Knowing this requires that I respect their views and give them serious thought, often this has caused me to adjust my opinions and beliefs. I am grateful for friends and family with different views because this makes me look at other points of view and think about other interpretations of fact and practice. Acknowledging different views and options makes me a better, more open minded and reality driven person. It is far too easy to surround ourselves with those who share and parrot our own views and when we do that it makes our country weaker, not stronger.
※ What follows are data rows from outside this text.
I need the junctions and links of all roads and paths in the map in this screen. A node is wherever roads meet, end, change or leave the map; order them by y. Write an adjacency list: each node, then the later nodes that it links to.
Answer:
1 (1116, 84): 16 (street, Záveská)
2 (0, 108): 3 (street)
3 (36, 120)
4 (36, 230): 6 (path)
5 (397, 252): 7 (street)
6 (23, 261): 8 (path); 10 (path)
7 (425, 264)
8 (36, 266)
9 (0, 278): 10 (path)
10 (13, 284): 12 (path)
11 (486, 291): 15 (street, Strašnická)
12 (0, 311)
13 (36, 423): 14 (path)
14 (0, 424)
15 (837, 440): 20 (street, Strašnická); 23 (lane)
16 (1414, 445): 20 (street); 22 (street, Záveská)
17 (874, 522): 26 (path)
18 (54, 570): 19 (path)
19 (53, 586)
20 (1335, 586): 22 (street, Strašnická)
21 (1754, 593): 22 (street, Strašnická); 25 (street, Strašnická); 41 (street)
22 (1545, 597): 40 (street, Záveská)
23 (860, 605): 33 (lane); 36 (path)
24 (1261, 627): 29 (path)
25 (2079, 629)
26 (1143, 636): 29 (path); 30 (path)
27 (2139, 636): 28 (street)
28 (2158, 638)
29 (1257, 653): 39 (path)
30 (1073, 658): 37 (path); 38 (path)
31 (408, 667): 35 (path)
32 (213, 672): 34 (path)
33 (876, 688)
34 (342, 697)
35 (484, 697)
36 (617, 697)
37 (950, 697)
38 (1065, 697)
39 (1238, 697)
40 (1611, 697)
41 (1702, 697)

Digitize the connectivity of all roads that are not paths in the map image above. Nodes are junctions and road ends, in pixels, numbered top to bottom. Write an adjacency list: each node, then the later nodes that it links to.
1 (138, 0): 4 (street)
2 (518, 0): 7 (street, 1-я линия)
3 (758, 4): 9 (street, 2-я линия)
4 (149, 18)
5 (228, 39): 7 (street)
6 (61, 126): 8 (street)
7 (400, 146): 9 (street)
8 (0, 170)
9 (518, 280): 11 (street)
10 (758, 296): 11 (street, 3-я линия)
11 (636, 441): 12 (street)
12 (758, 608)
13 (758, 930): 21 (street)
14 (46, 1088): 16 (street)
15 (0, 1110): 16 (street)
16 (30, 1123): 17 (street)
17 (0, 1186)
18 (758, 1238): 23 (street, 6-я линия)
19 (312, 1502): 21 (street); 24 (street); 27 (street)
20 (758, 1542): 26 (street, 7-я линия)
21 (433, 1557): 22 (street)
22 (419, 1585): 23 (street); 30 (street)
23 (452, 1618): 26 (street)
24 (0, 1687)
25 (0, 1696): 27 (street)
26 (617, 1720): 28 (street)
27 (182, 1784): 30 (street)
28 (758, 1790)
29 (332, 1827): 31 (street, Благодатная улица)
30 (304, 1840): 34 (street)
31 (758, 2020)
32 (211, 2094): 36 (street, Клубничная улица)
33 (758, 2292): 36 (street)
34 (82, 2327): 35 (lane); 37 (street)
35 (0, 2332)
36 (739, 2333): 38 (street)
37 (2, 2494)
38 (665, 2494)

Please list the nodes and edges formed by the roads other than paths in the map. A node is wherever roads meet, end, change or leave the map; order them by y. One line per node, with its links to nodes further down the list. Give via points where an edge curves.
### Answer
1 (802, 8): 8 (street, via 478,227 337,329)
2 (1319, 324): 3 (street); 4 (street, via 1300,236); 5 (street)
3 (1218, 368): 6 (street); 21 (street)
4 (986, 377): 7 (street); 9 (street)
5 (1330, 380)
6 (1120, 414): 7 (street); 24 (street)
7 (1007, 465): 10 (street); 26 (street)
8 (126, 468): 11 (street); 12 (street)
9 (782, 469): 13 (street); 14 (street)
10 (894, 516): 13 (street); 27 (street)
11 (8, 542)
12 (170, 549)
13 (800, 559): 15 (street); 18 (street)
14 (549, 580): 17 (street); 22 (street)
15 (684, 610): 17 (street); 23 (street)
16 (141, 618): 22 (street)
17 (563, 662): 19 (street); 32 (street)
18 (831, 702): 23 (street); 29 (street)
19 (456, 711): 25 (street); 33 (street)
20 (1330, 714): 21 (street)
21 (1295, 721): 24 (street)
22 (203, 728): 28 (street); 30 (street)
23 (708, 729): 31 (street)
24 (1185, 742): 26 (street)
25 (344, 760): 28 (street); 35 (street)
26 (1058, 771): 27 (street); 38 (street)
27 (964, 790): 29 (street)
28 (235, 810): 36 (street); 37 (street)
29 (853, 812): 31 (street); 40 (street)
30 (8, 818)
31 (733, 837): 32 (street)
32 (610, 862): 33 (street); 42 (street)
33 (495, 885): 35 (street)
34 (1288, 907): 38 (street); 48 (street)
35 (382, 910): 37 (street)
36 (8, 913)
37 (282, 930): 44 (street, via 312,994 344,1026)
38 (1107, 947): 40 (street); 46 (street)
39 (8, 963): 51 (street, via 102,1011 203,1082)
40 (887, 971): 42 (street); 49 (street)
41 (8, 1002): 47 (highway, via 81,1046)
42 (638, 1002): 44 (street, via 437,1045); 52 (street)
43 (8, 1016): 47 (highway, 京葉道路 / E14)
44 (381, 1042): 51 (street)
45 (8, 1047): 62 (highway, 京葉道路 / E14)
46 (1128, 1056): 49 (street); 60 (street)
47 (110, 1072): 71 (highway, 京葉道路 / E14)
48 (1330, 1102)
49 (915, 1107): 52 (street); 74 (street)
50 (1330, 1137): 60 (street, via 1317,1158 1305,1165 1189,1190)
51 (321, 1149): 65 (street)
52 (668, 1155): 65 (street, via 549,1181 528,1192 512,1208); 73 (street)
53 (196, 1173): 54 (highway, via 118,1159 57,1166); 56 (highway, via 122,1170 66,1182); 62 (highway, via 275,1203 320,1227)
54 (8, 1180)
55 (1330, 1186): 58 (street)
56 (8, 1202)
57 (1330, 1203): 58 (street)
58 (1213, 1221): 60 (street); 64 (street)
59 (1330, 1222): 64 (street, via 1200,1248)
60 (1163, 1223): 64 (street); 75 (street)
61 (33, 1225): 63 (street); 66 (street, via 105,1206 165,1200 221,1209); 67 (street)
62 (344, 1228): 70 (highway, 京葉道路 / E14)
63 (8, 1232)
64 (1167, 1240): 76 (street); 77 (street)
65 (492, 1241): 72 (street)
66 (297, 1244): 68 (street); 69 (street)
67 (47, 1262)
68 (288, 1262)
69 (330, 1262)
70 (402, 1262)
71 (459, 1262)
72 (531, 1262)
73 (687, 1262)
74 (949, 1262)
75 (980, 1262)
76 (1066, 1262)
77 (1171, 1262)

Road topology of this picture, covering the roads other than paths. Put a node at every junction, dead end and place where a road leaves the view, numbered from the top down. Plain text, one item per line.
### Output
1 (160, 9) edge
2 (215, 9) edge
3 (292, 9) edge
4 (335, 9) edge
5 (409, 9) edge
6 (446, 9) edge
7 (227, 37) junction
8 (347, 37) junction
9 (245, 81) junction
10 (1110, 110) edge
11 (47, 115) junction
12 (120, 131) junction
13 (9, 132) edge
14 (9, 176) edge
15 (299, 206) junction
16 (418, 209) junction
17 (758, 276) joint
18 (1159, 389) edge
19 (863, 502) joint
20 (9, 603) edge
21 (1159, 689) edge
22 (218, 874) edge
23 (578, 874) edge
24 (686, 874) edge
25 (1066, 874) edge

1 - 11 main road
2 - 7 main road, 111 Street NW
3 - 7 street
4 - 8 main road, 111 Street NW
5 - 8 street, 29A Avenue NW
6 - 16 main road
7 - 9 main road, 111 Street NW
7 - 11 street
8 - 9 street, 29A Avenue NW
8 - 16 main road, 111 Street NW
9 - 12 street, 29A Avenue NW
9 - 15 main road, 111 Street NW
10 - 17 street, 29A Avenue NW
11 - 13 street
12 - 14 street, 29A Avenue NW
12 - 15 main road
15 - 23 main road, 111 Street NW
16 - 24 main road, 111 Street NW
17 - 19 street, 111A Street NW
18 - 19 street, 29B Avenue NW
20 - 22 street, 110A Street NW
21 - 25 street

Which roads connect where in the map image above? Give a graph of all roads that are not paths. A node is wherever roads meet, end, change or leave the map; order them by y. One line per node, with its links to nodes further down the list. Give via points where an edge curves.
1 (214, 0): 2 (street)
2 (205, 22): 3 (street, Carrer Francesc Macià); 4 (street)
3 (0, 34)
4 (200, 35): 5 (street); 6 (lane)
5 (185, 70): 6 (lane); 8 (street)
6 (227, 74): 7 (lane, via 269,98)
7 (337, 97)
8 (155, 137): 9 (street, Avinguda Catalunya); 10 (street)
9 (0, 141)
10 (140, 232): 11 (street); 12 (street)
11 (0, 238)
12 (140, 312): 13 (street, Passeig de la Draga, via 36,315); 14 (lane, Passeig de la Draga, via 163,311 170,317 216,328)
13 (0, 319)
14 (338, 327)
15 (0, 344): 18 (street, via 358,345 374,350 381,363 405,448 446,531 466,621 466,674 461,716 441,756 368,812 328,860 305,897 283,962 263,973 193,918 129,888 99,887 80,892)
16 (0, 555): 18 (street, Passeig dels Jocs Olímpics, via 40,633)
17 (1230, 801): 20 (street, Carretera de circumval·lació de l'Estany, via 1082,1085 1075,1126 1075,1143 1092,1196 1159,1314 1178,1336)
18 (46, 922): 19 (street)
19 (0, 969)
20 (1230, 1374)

Different Races, Religions, Ethnic Groups and Cultures Coming Together., what makes us strong as a nation.
 Is it frustrating sometimes? Yes, of course, sometimes it is when I can’t for the life of me figure out how they could see a particular issue in the way they do (I’m sure they feel the same way about my views!). I believe though, that it is good for us to be able to respectfully acknowledge and discuss differences with people who see things differently than we do. It is also a good thing to learn how to compromise, something our congress no longer seems to know how to do. Compromise is necessary for people to work together and for our country to move forward. The first step in that direction is recognizing the rights of others to have different views and to acknowledge their validity.

A result of everyone thinking (or pretending to) the same.

Opening our minds to different points of view and belief systems does not make us weak, it makes us strong. History is rife with examples of the horror that ensues when different views aren’t tolerated. Nazi Germany and the USSR are just a couple of easy examples that come to mind. 

It is the differences and strengths of all its citizens that have traditionally made the United States of America, the great “Melting Pot,” one of the greatest nations on earth. So I ask you to open your mind. Let’s not let the partisanship, exclusion-ism, myopia and low expectations, which have been ruling our government lately, destroy everything that has made the United States of America great. We, as American Citizens, can demand better. Let’s do it, because until we do, we are going to continue to get what we deserve, what we settle for.